====== TASK INPUT ======

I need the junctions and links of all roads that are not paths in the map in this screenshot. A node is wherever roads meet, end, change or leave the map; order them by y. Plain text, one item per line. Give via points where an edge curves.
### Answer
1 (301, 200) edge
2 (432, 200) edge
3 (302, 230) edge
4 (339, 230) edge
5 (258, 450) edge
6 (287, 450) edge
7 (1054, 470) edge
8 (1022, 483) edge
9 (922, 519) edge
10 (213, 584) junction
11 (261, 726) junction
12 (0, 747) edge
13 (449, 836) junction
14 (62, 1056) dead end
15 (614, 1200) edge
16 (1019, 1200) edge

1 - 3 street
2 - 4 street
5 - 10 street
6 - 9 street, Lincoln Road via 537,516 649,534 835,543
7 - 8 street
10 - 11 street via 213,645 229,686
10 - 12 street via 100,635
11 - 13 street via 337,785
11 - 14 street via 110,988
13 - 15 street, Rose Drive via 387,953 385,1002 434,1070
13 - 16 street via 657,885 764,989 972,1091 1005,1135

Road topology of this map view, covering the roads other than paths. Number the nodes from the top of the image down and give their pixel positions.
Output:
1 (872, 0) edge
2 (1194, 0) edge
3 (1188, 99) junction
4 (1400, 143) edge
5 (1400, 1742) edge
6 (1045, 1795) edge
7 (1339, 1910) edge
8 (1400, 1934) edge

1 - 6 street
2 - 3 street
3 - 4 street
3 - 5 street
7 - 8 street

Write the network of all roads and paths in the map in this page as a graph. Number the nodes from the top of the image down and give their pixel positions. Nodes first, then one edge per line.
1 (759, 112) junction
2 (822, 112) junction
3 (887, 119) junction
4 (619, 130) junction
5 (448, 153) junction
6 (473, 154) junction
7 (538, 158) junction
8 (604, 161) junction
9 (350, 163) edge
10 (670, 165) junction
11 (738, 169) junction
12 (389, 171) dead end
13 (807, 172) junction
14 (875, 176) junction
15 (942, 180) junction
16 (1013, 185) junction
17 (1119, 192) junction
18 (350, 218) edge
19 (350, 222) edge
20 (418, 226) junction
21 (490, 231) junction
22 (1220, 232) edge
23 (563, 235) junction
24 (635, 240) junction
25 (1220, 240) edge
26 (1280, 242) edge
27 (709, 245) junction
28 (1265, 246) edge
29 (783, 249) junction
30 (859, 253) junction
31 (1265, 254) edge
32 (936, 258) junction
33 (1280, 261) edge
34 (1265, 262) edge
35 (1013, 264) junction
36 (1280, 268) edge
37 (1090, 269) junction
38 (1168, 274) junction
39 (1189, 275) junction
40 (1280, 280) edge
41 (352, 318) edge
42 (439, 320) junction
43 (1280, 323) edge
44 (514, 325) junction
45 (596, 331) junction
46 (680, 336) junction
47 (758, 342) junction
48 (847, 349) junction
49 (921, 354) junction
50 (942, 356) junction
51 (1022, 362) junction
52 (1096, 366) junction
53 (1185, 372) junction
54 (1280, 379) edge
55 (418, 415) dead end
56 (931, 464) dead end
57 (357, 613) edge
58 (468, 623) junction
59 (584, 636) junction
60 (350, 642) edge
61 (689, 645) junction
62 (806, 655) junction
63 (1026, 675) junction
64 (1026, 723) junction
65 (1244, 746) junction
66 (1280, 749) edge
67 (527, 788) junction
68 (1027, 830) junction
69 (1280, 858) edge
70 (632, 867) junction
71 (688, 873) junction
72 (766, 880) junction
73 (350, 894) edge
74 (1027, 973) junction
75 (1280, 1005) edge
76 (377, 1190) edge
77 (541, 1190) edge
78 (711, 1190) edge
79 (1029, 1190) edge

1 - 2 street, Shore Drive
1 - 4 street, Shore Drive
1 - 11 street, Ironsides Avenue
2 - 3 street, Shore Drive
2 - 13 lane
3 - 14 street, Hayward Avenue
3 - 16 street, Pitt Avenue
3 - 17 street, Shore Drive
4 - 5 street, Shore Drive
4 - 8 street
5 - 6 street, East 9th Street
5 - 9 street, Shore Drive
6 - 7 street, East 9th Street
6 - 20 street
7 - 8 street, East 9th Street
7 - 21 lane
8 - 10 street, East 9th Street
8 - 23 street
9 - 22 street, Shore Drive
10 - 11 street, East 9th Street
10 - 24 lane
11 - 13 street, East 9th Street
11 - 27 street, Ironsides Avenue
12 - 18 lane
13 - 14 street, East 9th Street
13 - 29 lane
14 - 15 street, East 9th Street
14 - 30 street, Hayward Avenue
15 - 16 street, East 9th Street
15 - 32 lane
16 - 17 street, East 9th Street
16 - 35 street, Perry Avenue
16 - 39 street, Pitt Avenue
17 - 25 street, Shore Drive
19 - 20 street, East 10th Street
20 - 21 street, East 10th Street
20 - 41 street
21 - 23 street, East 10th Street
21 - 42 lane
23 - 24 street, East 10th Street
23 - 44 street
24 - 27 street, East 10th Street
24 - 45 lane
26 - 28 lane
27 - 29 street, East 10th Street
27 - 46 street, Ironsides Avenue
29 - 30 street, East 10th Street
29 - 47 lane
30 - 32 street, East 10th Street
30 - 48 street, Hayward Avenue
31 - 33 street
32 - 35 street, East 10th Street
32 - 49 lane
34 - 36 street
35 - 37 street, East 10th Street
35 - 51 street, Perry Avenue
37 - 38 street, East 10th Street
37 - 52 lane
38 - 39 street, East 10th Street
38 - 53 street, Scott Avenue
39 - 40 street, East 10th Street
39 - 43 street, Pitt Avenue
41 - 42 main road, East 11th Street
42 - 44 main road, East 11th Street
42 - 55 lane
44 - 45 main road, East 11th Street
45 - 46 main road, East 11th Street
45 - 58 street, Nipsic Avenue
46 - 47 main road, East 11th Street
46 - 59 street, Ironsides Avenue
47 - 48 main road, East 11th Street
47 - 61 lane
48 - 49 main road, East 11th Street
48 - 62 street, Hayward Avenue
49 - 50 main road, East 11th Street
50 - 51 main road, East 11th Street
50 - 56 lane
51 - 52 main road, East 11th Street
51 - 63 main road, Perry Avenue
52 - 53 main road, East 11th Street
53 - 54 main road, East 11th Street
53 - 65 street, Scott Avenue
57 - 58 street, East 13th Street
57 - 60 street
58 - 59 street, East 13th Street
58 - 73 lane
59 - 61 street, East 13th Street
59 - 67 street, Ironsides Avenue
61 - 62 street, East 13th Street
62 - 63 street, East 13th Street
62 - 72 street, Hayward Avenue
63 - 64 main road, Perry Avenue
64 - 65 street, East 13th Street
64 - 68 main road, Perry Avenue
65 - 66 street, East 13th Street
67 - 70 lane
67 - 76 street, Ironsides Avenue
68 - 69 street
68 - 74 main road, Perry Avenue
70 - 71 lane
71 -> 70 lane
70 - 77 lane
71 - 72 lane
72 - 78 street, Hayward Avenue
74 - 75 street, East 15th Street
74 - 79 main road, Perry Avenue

======

▶ INSTRUCTIONS FOR THE TASK: Repeat all the records. Match each line exactly.

▶ EXERCISE ANSWER:
I need the junctions and links of all roads that are not paths in the map in this screenshot. A node is wherever roads meet, end, change or leave the map; order them by y. Plain text, one item per line. Give via points where an edge curves.
### Answer
1 (301, 200) edge
2 (432, 200) edge
3 (302, 230) edge
4 (339, 230) edge
5 (258, 450) edge
6 (287, 450) edge
7 (1054, 470) edge
8 (1022, 483) edge
9 (922, 519) edge
10 (213, 584) junction
11 (261, 726) junction
12 (0, 747) edge
13 (449, 836) junction
14 (62, 1056) dead end
15 (614, 1200) edge
16 (1019, 1200) edge

1 - 3 street
2 - 4 street
5 - 10 street
6 - 9 street, Lincoln Road via 537,516 649,534 835,543
7 - 8 street
10 - 11 street via 213,645 229,686
10 - 12 street via 100,635
11 - 13 street via 337,785
11 - 14 street via 110,988
13 - 15 street, Rose Drive via 387,953 385,1002 434,1070
13 - 16 street via 657,885 764,989 972,1091 1005,1135

Road topology of this map view, covering the roads other than paths. Number the nodes from the top of the image down and give their pixel positions.
Output:
1 (872, 0) edge
2 (1194, 0) edge
3 (1188, 99) junction
4 (1400, 143) edge
5 (1400, 1742) edge
6 (1045, 1795) edge
7 (1339, 1910) edge
8 (1400, 1934) edge

1 - 6 street
2 - 3 street
3 - 4 street
3 - 5 street
7 - 8 street

Write the network of all roads and paths in the map in this page as a graph. Number the nodes from the top of the image down and give their pixel positions. Nodes first, then one edge per line.
1 (759, 112) junction
2 (822, 112) junction
3 (887, 119) junction
4 (619, 130) junction
5 (448, 153) junction
6 (473, 154) junction
7 (538, 158) junction
8 (604, 161) junction
9 (350, 163) edge
10 (670, 165) junction
11 (738, 169) junction
12 (389, 171) dead end
13 (807, 172) junction
14 (875, 176) junction
15 (942, 180) junction
16 (1013, 185) junction
17 (1119, 192) junction
18 (350, 218) edge
19 (350, 222) edge
20 (418, 226) junction
21 (490, 231) junction
22 (1220, 232) edge
23 (563, 235) junction
24 (635, 240) junction
25 (1220, 240) edge
26 (1280, 242) edge
27 (709, 245) junction
28 (1265, 246) edge
29 (783, 249) junction
30 (859, 253) junction
31 (1265, 254) edge
32 (936, 258) junction
33 (1280, 261) edge
34 (1265, 262) edge
35 (1013, 264) junction
36 (1280, 268) edge
37 (1090, 269) junction
38 (1168, 274) junction
39 (1189, 275) junction
40 (1280, 280) edge
41 (352, 318) edge
42 (439, 320) junction
43 (1280, 323) edge
44 (514, 325) junction
45 (596, 331) junction
46 (680, 336) junction
47 (758, 342) junction
48 (847, 349) junction
49 (921, 354) junction
50 (942, 356) junction
51 (1022, 362) junction
52 (1096, 366) junction
53 (1185, 372) junction
54 (1280, 379) edge
55 (418, 415) dead end
56 (931, 464) dead end
57 (357, 613) edge
58 (468, 623) junction
59 (584, 636) junction
60 (350, 642) edge
61 (689, 645) junction
62 (806, 655) junction
63 (1026, 675) junction
64 (1026, 723) junction
65 (1244, 746) junction
66 (1280, 749) edge
67 (527, 788) junction
68 (1027, 830) junction
69 (1280, 858) edge
70 (632, 867) junction
71 (688, 873) junction
72 (766, 880) junction
73 (350, 894) edge
74 (1027, 973) junction
75 (1280, 1005) edge
76 (377, 1190) edge
77 (541, 1190) edge
78 (711, 1190) edge
79 (1029, 1190) edge

1 - 2 street, Shore Drive
1 - 4 street, Shore Drive
1 - 11 street, Ironsides Avenue
2 - 3 street, Shore Drive
2 - 13 lane
3 - 14 street, Hayward Avenue
3 - 16 street, Pitt Avenue
3 - 17 street, Shore Drive
4 - 5 street, Shore Drive
4 - 8 street
5 - 6 street, East 9th Street
5 - 9 street, Shore Drive
6 - 7 street, East 9th Street
6 - 20 street
7 - 8 street, East 9th Street
7 - 21 lane
8 - 10 street, East 9th Street
8 - 23 street
9 - 22 street, Shore Drive
10 - 11 street, East 9th Street
10 - 24 lane
11 - 13 street, East 9th Street
11 - 27 street, Ironsides Avenue
12 - 18 lane
13 - 14 street, East 9th Street
13 - 29 lane
14 - 15 street, East 9th Street
14 - 30 street, Hayward Avenue
15 - 16 street, East 9th Street
15 - 32 lane
16 - 17 street, East 9th Street
16 - 35 street, Perry Avenue
16 - 39 street, Pitt Avenue
17 - 25 street, Shore Drive
19 - 20 street, East 10th Street
20 - 21 street, East 10th Street
20 - 41 street
21 - 23 street, East 10th Street
21 - 42 lane
23 - 24 street, East 10th Street
23 - 44 street
24 - 27 street, East 10th Street
24 - 45 lane
26 - 28 lane
27 - 29 street, East 10th Street
27 - 46 street, Ironsides Avenue
29 - 30 street, East 10th Street
29 - 47 lane
30 - 32 street, East 10th Street
30 - 48 street, Hayward Avenue
31 - 33 street
32 - 35 street, East 10th Street
32 - 49 lane
34 - 36 street
35 - 37 street, East 10th Street
35 - 51 street, Perry Avenue
37 - 38 street, East 10th Street
37 - 52 lane
38 - 39 street, East 10th Street
38 - 53 street, Scott Avenue
39 - 40 street, East 10th Street
39 - 43 street, Pitt Avenue
41 - 42 main road, East 11th Street
42 - 44 main road, East 11th Street
42 - 55 lane
44 - 45 main road, East 11th Street
45 - 46 main road, East 11th Street
45 - 58 street, Nipsic Avenue
46 - 47 main road, East 11th Street
46 - 59 street, Ironsides Avenue
47 - 48 main road, East 11th Street
47 - 61 lane
48 - 49 main road, East 11th Street
48 - 62 street, Hayward Avenue
49 - 50 main road, East 11th Street
50 - 51 main road, East 11th Street
50 - 56 lane
51 - 52 main road, East 11th Street
51 - 63 main road, Perry Avenue
52 - 53 main road, East 11th Street
53 - 54 main road, East 11th Street
53 - 65 street, Scott Avenue
57 - 58 street, East 13th Street
57 - 60 street
58 - 59 street, East 13th Street
58 - 73 lane
59 - 61 street, East 13th Street
59 - 67 street, Ironsides Avenue
61 - 62 street, East 13th Street
62 - 63 street, East 13th Street
62 - 72 street, Hayward Avenue
63 - 64 main road, Perry Avenue
64 - 65 street, East 13th Street
64 - 68 main road, Perry Avenue
65 - 66 street, East 13th Street
67 - 70 lane
67 - 76 street, Ironsides Avenue
68 - 69 street
68 - 74 main road, Perry Avenue
70 - 71 lane
71 -> 70 lane
70 - 77 lane
71 - 72 lane
72 - 78 street, Hayward Avenue
74 - 75 street, East 15th Street
74 - 79 main road, Perry Avenue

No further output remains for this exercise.